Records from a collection
BEGIN

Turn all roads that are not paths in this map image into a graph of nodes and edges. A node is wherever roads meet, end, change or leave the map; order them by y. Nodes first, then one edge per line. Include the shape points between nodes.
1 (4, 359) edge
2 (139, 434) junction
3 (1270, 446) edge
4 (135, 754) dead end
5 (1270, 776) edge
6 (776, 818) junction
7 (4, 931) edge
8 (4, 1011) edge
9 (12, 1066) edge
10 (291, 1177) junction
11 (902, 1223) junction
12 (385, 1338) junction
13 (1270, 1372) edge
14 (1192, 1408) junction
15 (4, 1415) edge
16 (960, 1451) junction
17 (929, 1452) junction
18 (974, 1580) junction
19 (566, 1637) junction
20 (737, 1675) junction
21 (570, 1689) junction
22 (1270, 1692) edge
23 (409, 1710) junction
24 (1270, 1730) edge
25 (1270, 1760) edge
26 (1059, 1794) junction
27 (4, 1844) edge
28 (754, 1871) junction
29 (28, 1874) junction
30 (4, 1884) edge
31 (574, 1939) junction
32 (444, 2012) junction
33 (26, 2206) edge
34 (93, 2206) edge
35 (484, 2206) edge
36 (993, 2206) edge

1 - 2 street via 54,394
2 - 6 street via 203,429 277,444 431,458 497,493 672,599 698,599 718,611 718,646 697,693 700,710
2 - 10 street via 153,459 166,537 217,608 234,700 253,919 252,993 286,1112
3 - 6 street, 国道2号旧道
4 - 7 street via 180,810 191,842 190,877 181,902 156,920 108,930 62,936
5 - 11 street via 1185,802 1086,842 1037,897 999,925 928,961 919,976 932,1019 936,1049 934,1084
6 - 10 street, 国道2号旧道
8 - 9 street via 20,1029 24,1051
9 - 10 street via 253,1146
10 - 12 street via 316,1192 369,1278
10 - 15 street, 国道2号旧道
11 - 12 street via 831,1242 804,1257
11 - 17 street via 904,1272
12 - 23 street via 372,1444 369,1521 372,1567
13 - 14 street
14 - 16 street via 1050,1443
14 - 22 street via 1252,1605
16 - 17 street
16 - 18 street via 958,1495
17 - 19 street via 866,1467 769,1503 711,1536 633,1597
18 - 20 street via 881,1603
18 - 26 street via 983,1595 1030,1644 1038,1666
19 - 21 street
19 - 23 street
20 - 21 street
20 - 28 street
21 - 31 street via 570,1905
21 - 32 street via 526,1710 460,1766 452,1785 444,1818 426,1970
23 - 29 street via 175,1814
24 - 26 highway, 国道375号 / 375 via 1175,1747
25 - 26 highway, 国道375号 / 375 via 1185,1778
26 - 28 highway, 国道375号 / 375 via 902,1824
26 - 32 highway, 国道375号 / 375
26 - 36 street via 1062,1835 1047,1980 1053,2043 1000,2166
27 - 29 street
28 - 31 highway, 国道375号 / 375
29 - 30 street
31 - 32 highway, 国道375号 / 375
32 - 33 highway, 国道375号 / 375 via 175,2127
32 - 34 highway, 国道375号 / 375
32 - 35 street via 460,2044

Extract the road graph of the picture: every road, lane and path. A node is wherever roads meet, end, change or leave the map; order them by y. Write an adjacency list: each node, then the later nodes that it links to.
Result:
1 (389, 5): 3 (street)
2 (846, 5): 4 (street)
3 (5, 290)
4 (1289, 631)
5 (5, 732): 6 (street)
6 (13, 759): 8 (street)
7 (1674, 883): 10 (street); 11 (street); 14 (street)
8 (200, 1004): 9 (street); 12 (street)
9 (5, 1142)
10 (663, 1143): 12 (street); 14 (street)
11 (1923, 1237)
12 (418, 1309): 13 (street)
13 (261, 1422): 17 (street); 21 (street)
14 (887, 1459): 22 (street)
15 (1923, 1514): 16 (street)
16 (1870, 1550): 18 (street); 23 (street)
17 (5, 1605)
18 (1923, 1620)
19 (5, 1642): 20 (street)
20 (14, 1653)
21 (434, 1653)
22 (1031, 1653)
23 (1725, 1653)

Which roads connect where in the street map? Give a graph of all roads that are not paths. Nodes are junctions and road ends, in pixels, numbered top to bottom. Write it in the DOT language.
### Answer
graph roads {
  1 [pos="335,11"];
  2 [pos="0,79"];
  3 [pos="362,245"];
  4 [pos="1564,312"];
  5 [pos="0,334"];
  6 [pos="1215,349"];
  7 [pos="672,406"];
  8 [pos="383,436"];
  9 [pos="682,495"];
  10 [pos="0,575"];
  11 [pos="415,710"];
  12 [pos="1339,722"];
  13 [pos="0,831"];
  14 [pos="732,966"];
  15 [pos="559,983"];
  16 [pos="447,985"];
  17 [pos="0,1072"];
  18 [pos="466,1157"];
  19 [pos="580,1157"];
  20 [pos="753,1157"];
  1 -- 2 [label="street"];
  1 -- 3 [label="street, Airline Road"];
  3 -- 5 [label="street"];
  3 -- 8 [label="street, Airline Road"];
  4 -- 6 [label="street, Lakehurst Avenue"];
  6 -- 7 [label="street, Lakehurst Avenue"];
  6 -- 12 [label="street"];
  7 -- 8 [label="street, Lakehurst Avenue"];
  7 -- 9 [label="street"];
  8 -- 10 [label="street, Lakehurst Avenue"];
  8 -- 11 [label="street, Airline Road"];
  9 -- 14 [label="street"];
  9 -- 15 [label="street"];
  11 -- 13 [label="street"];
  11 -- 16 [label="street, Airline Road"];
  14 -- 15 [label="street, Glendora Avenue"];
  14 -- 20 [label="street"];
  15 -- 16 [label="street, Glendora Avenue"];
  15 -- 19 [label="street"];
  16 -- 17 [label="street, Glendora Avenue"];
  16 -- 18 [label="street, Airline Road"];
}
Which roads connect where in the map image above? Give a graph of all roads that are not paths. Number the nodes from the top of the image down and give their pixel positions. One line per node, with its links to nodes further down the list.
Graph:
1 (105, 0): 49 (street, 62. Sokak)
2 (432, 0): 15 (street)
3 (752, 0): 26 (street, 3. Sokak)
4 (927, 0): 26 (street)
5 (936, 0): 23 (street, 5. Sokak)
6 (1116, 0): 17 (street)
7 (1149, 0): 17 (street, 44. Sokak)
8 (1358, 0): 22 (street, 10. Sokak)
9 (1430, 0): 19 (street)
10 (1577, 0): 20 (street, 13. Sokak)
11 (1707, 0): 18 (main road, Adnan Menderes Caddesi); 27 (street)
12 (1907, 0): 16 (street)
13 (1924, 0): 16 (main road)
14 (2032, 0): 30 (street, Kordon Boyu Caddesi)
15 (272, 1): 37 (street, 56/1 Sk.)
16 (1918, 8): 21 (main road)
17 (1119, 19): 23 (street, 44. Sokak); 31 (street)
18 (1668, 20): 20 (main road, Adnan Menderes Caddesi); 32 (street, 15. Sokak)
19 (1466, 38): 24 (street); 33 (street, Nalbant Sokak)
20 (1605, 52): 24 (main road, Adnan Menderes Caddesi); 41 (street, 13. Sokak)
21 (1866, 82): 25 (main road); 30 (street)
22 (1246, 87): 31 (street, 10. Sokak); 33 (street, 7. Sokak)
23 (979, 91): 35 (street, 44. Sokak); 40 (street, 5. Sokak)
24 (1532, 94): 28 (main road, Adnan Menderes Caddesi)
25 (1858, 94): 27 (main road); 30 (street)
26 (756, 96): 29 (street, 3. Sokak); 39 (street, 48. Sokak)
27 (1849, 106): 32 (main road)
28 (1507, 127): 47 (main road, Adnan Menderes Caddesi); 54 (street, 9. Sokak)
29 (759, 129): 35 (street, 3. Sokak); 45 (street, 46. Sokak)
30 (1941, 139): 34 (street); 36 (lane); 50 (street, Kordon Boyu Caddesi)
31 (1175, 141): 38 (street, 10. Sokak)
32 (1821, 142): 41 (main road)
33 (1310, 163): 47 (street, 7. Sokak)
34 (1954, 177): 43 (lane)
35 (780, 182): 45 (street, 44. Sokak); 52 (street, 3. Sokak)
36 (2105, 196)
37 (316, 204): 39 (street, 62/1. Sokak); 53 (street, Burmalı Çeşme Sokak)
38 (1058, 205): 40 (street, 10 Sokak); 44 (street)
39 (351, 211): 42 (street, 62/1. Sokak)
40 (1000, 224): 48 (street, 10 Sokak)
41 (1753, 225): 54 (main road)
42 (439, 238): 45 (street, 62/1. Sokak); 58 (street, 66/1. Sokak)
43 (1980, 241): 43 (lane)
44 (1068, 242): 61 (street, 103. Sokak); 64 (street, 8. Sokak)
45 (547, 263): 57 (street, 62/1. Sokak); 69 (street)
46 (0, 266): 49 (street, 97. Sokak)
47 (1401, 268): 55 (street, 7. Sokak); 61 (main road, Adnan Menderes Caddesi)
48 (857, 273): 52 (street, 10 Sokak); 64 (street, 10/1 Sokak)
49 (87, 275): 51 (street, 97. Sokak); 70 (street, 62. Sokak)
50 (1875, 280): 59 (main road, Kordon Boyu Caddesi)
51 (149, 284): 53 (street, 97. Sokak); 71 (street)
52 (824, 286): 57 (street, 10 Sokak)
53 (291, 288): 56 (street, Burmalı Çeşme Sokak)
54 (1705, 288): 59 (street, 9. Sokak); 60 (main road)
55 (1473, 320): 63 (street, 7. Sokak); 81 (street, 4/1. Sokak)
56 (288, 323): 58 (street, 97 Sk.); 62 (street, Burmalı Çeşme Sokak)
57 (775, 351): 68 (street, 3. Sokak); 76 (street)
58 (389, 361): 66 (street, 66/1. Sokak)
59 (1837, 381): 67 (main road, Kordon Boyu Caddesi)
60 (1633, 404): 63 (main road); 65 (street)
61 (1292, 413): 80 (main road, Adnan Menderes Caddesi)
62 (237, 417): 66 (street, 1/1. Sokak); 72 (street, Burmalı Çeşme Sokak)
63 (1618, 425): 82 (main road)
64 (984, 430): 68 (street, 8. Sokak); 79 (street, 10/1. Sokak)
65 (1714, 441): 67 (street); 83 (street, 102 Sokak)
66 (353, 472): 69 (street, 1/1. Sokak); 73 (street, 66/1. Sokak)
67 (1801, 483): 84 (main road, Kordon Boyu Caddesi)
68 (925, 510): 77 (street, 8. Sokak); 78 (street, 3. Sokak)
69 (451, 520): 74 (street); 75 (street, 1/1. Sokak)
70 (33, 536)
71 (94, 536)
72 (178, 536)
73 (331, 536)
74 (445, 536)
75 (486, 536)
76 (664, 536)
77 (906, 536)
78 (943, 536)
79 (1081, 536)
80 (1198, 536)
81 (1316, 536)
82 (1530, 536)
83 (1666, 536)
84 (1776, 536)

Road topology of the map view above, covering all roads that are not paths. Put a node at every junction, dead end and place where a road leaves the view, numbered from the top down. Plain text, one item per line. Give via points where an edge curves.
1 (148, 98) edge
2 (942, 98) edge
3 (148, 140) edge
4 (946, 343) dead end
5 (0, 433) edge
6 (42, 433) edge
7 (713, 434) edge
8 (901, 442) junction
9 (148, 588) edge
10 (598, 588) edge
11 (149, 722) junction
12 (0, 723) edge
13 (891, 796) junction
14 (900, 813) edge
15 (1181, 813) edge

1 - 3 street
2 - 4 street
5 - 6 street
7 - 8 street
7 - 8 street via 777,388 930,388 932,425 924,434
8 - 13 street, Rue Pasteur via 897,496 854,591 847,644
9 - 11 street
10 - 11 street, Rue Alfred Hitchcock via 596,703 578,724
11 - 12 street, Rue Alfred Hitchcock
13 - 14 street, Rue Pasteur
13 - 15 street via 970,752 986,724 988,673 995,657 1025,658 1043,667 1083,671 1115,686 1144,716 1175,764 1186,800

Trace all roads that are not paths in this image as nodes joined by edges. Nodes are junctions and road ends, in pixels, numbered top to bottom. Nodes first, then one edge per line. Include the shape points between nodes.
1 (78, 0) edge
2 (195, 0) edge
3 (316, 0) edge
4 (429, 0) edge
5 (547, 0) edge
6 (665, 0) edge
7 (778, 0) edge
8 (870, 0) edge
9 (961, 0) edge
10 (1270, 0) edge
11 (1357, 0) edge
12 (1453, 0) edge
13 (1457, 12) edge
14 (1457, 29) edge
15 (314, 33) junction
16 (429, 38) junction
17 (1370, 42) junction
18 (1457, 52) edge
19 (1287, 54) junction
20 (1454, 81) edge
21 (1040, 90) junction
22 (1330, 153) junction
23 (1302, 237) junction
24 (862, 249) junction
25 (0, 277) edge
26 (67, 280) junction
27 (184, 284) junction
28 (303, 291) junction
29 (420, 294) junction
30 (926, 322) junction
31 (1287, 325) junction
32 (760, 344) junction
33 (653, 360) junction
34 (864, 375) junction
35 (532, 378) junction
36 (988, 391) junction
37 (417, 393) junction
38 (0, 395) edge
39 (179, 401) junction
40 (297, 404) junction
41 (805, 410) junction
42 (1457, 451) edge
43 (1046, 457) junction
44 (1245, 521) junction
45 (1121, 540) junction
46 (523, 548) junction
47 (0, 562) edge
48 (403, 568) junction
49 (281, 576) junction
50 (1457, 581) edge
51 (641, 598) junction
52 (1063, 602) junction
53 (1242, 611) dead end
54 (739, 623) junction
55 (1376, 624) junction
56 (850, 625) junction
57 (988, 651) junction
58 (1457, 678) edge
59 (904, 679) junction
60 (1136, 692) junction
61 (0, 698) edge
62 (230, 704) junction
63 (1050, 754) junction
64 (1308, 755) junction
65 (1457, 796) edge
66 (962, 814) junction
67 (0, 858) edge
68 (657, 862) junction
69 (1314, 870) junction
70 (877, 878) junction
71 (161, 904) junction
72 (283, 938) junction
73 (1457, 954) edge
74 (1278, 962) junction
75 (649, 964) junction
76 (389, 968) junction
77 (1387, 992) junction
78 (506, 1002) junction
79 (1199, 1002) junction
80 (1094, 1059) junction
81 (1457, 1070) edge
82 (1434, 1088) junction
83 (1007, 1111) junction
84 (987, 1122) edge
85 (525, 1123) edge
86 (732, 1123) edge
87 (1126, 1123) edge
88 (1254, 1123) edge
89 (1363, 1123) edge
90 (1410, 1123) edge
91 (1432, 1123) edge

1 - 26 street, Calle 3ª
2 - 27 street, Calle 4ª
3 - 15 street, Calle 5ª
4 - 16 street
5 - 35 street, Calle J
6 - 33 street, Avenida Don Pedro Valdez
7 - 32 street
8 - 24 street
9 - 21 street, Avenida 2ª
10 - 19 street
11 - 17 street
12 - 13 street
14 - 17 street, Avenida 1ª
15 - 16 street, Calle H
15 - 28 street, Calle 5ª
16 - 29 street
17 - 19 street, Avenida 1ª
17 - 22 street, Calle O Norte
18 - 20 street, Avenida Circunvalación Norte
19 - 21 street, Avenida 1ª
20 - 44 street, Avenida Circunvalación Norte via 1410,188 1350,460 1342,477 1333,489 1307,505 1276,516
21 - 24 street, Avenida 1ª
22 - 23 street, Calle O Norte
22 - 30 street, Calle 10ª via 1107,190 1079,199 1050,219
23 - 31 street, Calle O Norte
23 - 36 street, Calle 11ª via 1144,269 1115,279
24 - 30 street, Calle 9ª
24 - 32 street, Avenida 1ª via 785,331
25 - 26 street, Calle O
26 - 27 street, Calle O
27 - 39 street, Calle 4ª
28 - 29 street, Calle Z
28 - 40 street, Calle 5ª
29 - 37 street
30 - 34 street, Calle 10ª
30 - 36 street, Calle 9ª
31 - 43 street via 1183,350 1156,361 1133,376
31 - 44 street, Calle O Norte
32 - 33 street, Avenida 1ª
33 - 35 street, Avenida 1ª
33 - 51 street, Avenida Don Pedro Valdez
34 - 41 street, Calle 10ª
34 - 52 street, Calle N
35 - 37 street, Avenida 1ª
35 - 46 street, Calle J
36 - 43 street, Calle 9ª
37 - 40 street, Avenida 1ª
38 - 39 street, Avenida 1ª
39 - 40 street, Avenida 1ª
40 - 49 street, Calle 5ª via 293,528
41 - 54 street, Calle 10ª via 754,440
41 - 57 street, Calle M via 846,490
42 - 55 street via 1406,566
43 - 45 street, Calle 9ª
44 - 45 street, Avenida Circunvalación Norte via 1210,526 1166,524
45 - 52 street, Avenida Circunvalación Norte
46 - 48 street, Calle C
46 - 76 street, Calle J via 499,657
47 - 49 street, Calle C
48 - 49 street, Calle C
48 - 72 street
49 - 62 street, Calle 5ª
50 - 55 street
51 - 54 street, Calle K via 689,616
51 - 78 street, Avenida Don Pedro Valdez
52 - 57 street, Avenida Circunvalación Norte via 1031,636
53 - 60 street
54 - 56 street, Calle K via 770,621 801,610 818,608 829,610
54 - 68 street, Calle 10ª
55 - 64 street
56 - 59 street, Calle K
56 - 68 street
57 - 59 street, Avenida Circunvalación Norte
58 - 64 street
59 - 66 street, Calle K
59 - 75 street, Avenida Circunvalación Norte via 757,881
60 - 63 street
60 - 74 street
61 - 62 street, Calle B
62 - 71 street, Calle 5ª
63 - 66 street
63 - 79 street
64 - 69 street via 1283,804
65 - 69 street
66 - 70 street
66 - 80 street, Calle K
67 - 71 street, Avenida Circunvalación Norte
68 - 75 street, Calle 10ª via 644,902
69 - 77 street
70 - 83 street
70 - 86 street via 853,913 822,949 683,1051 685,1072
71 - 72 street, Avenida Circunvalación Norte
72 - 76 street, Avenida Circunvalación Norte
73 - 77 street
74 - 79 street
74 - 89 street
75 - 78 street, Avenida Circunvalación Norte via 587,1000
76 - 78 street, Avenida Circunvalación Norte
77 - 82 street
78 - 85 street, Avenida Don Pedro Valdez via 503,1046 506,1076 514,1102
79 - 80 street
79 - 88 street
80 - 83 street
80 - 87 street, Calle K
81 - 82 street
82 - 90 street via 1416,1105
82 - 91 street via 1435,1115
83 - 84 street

END

WHAT TO PRODUCE
Copy out each line of the records that holds the string "highway".

SOLUTION FOR THIS PROBLEM
24 - 26 highway, 国道375号 / 375 via 1175,1747
25 - 26 highway, 国道375号 / 375 via 1185,1778
26 - 28 highway, 国道375号 / 375 via 902,1824
26 - 32 highway, 国道375号 / 375
28 - 31 highway, 国道375号 / 375
31 - 32 highway, 国道375号 / 375
32 - 33 highway, 国道375号 / 375 via 175,2127
32 - 34 highway, 国道375号 / 375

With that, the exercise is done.